[What this task involves]
Each line holding the string "NIGEL" is to be copied from the data.

==*==

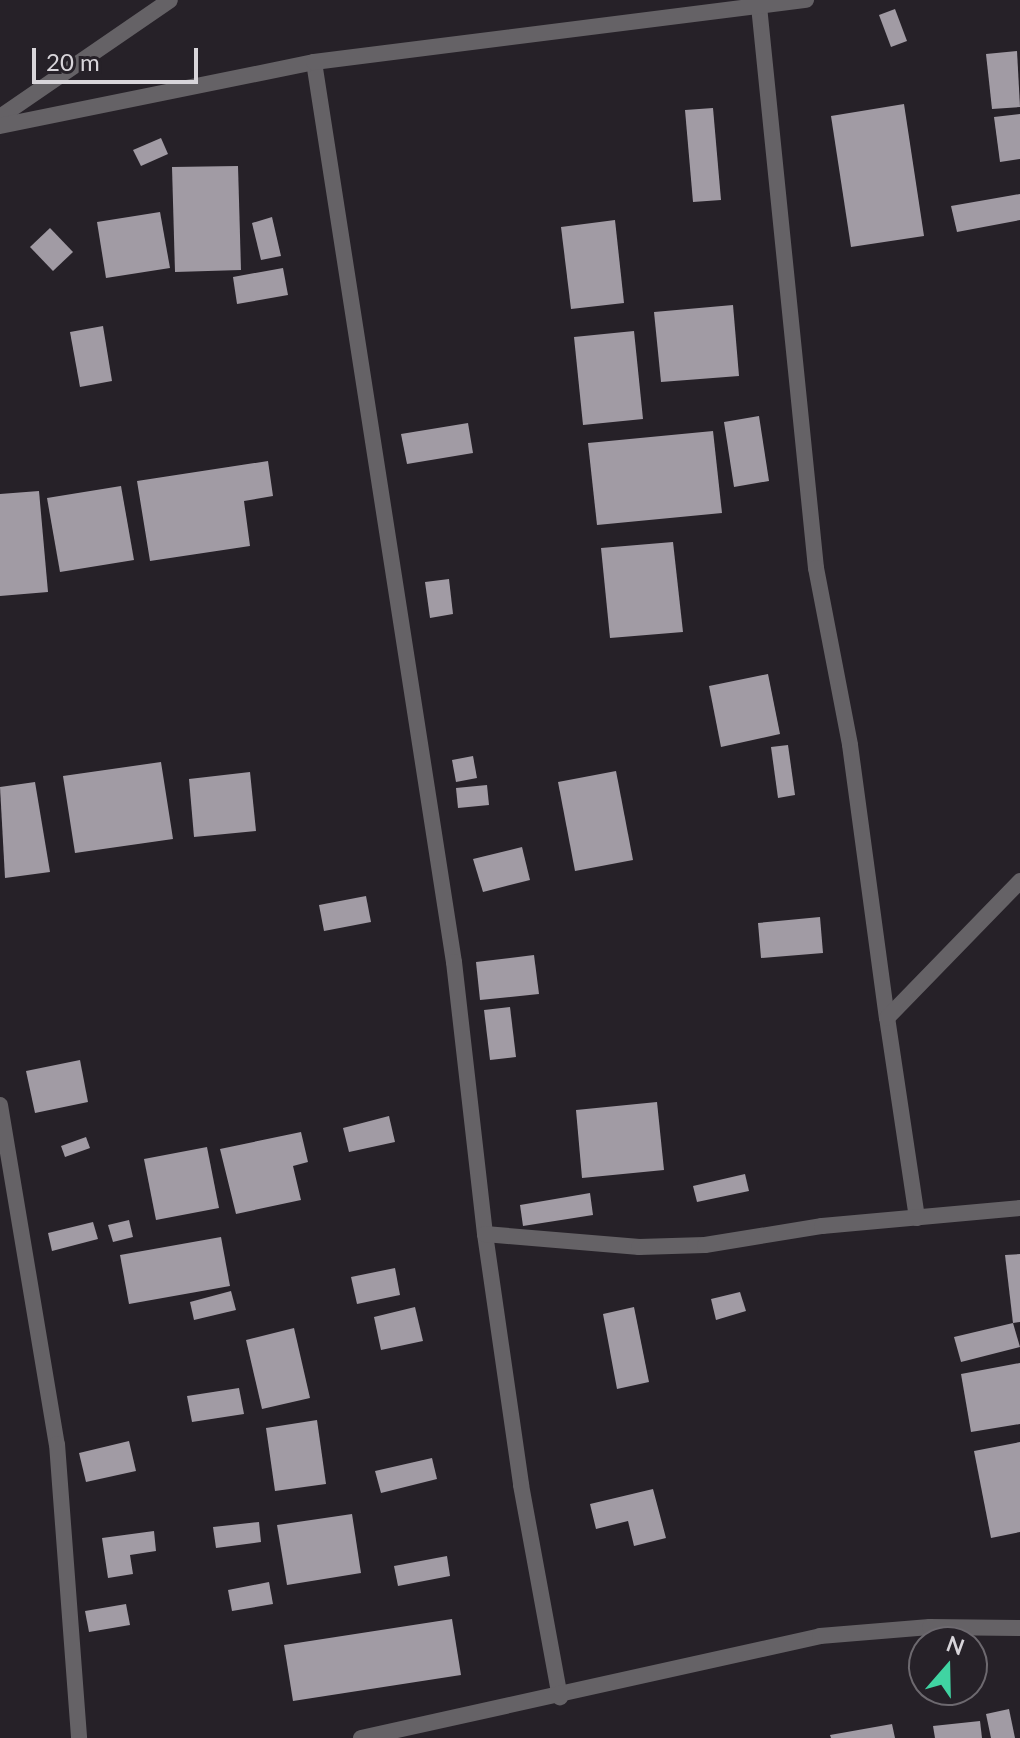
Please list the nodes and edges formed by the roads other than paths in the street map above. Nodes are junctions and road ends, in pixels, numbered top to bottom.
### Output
1 (170, 0) edge
2 (806, 0) edge
3 (759, 6) junction
4 (314, 62) junction
5 (0, 117) edge
6 (0, 126) edge
7 (1020, 881) edge
8 (887, 1018) junction
9 (0, 1105) edge
10 (1020, 1208) edge
11 (917, 1218) junction
12 (485, 1234) junction
13 (1020, 1628) edge
14 (560, 1697) junction
15 (79, 1738) edge
16 (361, 1738) edge

1 - 5 street
2 - 3 street
3 - 4 street
3 - 8 street
4 - 6 street
4 - 12 street
7 - 8 street
8 - 11 street
9 - 15 street
10 - 11 street
11 - 12 street
12 - 14 street
13 - 14 street
14 - 16 street

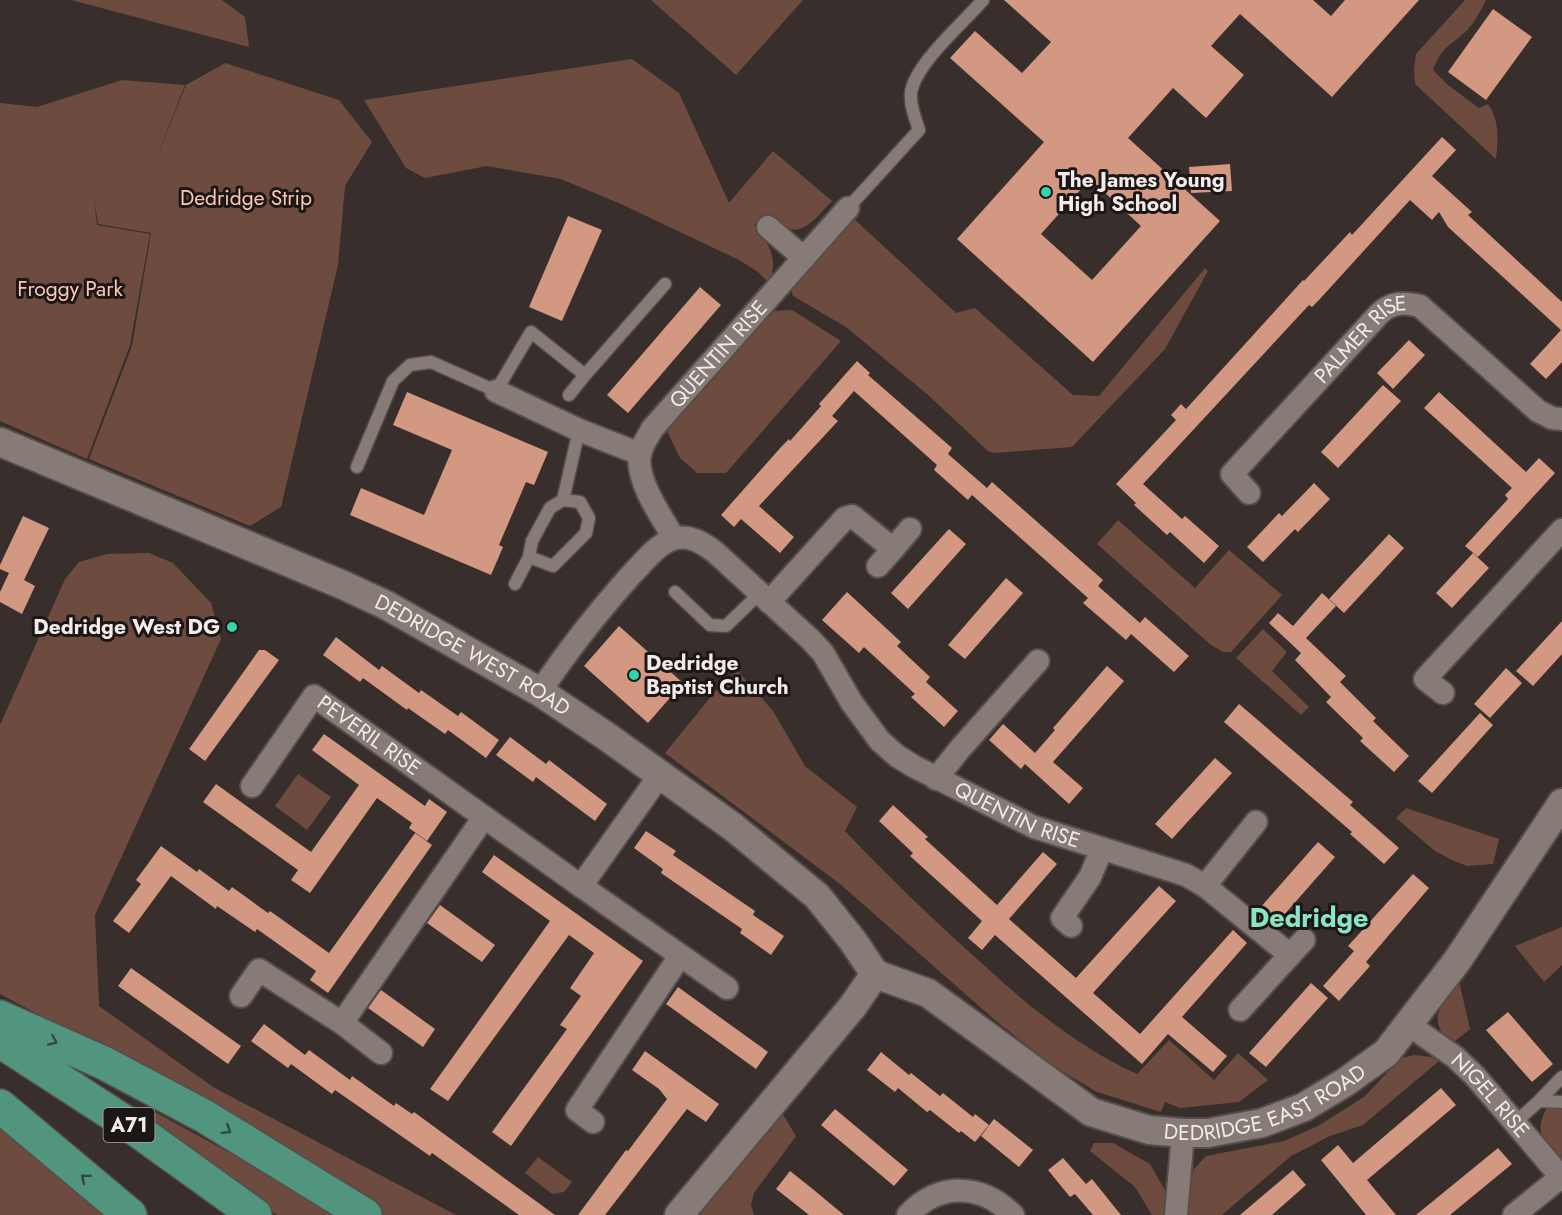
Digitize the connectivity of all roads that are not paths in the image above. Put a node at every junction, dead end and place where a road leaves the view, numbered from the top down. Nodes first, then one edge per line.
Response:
1 (983, 0) edge
2 (848, 208) joint
3 (768, 227) dead end
4 (804, 258) junction
5 (665, 284) dead end
6 (585, 375) junction
7 (496, 391) junction
8 (569, 395) dead end
9 (1562, 419) edge
10 (579, 429) junction
11 (0, 443) edge
12 (640, 454) junction
13 (357, 467) dead end
14 (1249, 493) dead end
15 (563, 500) junction
16 (910, 529) dead end
17 (1562, 530) edge
18 (674, 538) junction
19 (529, 557) junction
20 (515, 584) dead end
21 (675, 592) dead end
22 (764, 598) junction
23 (1038, 661) dead end
24 (1426, 680) dead end
25 (540, 692) junction
26 (660, 775) junction
27 (936, 779) junction
28 (252, 786) dead end
29 (1562, 803) edge
30 (484, 818) junction
31 (1256, 822) dead end
32 (1101, 849) junction
33 (581, 886) junction
34 (1205, 886) junction
35 (1061, 917) dead end
36 (680, 956) junction
37 (875, 974) junction
38 (726, 988) dead end
39 (241, 996) dead end
40 (1240, 1010) dead end
41 (0, 1017) edge
42 (342, 1023) junction
43 (1409, 1025) junction
44 (0, 1041) edge
45 (381, 1053) dead end
46 (1562, 1077) edge
47 (1539, 1101) junction
48 (1562, 1102) edge
49 (0, 1106) edge
50 (593, 1122) dead end
51 (1516, 1122) junction
52 (1183, 1133) junction
53 (1562, 1177) edge
54 (130, 1215) edge
55 (255, 1215) edge
56 (365, 1215) edge
57 (679, 1215) edge
58 (908, 1215) edge
59 (1013, 1215) edge
60 (1176, 1215) edge
61 (1514, 1215) edge

1 - 2 lane
2 - 4 street, QUENTIN RISE
3 - 4 street
4 - 12 street, QUENTIN RISE
5 - 6 lane
6 - 7 lane
6 - 8 lane
7 - 10 street
7 - 13 lane
9 - 14 street, PALMER RISE
10 - 12 street
10 - 15 lane
11 - 25 street, DEDRIDGE WEST ROAD
12 - 18 street
15 - 19 lane
15 - 19 lane
16 - 22 street
17 - 24 street
18 - 22 street, QUENTIN RISE
18 - 25 street
19 - 20 lane
21 - 22 lane
22 - 27 street, QUENTIN RISE
23 - 27 street, QUENTIN RISE
25 - 26 street, DEDRIDGE WEST ROAD
26 - 33 street
26 - 37 street, DEDRIDGE WEST ROAD
27 - 32 street, QUENTIN RISE
28 - 30 street, PEVERIL RISE
29 - 43 street, DEDRIDGE EAST ROAD
30 - 33 street, PEVERIL RISE
30 - 42 street
31 - 34 street
32 - 34 street, QUENTIN RISE
32 - 35 street, QUENTIN RISE
33 - 36 street, PEVERIL RISE
34 - 40 street, QUENTIN RISE
36 - 38 street, PEVERIL RISE
36 - 50 street
37 - 52 street, DEDRIDGE EAST ROAD
37 - 57 street
39 - 42 street
41 -> 56 main road
42 - 45 street
43 - 51 street, NIGEL RISE
43 - 52 street, DEDRIDGE EAST ROAD
44 - 55 main road, A71
46 - 47 lane
47 - 48 lane
47 - 51 lane
54 -> 49 main road
51 - 53 street, NIGEL RISE
52 - 60 street
53 - 61 street, NIGEL RISE
58 - 59 street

==*==

[Answer to the problem]
43 - 51 street, NIGEL RISE
51 - 53 street, NIGEL RISE
53 - 61 street, NIGEL RISE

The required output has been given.